Exercise description: Determine how many lines in the entries below contain "highway", and output only that number.

Stored items

#####

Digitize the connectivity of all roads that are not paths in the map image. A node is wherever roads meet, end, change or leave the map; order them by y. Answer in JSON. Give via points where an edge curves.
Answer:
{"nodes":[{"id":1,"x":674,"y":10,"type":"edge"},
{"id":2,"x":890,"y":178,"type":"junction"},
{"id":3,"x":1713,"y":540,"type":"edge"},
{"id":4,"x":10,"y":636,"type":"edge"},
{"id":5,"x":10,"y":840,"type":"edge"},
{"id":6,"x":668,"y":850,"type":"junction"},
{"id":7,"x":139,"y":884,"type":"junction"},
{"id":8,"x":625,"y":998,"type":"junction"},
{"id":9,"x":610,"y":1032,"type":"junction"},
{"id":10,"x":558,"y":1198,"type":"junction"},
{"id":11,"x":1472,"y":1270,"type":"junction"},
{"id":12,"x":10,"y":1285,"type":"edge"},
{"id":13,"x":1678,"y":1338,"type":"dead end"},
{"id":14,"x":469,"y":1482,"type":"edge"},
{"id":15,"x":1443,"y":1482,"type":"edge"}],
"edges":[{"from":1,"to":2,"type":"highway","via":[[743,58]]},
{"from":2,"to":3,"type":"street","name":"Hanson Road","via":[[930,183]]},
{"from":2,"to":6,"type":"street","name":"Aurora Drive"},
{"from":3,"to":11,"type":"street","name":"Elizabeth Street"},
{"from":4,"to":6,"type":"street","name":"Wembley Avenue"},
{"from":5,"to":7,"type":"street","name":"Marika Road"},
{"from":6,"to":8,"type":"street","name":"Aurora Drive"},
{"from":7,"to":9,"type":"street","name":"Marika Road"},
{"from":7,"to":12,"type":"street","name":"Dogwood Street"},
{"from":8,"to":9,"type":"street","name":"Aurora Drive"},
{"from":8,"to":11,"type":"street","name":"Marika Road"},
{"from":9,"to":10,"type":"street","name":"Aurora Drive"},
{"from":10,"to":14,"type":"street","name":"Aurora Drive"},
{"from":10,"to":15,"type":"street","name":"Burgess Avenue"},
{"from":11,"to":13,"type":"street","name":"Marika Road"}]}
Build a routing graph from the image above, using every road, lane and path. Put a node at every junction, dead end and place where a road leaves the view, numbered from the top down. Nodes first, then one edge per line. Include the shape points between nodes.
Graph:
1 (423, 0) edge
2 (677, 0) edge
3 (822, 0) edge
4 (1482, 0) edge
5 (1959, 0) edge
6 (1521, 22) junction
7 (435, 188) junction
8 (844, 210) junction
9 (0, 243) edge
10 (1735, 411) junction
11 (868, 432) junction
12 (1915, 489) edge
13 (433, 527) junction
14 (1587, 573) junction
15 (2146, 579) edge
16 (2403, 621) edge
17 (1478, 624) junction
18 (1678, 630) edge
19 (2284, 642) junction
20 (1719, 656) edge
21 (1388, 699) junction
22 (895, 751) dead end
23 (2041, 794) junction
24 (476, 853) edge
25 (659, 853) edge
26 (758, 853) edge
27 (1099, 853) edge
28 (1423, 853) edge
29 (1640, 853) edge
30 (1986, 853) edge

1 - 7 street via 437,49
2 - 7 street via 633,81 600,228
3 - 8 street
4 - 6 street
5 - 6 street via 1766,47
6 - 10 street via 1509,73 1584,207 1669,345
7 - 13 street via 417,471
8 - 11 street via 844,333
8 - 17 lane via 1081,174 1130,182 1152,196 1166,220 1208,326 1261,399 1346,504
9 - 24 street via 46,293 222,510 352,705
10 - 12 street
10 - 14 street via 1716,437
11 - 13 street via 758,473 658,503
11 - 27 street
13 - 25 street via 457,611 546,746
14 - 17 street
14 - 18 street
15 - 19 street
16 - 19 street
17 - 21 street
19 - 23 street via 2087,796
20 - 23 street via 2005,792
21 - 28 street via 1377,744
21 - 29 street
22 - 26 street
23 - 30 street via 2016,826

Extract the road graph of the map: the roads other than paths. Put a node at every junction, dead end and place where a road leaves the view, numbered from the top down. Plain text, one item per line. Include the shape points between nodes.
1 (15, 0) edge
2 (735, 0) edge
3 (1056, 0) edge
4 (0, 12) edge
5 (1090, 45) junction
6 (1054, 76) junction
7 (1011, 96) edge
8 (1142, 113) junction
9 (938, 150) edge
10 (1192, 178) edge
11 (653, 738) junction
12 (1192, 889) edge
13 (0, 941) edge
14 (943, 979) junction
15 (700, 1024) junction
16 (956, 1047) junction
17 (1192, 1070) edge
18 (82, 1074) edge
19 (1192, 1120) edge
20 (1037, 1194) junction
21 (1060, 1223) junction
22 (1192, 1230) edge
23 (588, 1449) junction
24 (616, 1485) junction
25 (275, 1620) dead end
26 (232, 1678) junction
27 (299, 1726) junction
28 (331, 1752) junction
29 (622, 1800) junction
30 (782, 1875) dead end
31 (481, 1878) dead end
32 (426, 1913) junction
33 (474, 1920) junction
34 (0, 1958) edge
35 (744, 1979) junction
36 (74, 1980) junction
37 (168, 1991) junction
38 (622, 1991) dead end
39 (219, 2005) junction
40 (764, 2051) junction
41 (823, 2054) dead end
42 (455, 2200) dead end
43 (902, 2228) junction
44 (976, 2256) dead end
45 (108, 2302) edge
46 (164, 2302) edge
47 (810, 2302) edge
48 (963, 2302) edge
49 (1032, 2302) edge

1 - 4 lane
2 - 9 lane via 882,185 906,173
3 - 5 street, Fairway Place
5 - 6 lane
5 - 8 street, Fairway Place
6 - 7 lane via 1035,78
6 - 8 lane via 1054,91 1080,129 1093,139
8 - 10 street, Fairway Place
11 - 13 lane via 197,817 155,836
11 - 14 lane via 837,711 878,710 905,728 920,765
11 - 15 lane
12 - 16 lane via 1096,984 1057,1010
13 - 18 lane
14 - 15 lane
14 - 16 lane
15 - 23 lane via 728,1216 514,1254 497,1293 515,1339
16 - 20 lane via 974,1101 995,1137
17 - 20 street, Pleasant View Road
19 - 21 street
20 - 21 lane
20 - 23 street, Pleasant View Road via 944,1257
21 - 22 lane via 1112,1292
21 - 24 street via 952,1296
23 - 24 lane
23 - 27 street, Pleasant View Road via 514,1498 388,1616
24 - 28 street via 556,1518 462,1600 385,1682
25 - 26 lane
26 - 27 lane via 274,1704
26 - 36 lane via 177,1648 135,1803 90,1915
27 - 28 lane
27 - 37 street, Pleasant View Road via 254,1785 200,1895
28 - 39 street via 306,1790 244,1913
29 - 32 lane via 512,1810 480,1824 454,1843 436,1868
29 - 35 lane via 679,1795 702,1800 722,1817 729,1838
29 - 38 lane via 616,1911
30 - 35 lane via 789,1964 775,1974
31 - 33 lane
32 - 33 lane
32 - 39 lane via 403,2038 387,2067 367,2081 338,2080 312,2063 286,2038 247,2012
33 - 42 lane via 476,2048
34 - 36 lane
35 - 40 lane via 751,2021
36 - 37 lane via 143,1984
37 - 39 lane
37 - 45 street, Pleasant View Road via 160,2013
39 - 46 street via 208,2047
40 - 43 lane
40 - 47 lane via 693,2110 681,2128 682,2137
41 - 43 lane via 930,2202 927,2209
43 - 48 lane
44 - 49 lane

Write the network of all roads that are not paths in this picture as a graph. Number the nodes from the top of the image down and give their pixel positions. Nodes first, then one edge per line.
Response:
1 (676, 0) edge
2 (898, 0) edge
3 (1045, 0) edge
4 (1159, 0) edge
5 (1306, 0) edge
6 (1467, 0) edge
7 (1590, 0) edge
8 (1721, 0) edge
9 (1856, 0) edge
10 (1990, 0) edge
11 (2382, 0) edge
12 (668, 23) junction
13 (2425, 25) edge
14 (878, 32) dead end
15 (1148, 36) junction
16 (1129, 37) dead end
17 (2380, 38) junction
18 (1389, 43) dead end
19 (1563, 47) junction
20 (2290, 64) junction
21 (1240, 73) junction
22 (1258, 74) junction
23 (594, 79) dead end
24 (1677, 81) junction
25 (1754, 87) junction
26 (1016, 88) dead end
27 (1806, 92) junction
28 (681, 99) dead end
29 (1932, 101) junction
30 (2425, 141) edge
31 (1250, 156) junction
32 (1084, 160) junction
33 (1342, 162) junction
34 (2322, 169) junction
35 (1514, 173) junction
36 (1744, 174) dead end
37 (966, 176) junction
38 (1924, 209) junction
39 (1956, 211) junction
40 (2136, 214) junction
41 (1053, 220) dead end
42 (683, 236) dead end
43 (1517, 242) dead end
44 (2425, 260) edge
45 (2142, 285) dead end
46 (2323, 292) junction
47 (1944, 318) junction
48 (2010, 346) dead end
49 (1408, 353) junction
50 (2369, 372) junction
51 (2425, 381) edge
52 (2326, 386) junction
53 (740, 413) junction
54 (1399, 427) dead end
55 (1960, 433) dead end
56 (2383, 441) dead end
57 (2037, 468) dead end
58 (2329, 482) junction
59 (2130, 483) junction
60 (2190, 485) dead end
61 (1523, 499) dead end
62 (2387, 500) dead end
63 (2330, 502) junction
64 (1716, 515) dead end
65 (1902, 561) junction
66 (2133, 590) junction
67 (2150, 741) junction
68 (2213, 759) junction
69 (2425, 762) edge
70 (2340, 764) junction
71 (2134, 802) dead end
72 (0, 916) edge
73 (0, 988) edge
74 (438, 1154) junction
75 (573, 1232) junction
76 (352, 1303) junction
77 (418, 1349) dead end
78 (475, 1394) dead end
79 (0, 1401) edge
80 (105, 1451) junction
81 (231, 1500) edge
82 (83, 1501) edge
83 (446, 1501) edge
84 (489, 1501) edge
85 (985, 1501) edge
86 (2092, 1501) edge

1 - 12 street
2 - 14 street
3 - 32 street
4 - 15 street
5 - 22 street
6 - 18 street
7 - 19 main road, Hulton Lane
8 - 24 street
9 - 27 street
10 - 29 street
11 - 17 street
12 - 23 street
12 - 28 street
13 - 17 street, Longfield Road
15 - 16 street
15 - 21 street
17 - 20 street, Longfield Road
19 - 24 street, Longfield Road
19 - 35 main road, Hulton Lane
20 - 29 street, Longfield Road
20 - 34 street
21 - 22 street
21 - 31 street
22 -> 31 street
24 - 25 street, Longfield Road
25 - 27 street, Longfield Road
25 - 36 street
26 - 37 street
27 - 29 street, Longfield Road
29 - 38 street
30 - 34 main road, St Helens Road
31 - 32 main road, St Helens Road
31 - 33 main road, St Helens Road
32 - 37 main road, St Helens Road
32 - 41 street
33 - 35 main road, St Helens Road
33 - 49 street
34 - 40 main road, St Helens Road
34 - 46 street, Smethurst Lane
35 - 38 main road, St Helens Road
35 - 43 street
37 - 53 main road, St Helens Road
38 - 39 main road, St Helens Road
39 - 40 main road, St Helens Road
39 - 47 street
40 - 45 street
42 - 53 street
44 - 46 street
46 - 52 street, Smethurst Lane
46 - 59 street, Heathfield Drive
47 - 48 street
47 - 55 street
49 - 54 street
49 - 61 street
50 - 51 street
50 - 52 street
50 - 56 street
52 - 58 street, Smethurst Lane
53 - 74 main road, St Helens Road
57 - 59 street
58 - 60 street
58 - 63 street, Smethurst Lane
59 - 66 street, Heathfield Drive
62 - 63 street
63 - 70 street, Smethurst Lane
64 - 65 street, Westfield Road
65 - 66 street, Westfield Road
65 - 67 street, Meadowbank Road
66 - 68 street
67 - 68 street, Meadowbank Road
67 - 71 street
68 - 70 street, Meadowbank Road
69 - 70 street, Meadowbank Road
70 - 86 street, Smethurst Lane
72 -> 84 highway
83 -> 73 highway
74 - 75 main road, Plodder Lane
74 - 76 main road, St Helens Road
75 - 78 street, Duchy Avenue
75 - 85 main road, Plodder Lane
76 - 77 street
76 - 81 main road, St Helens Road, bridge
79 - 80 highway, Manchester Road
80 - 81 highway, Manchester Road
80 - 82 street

#####

Task solution: 5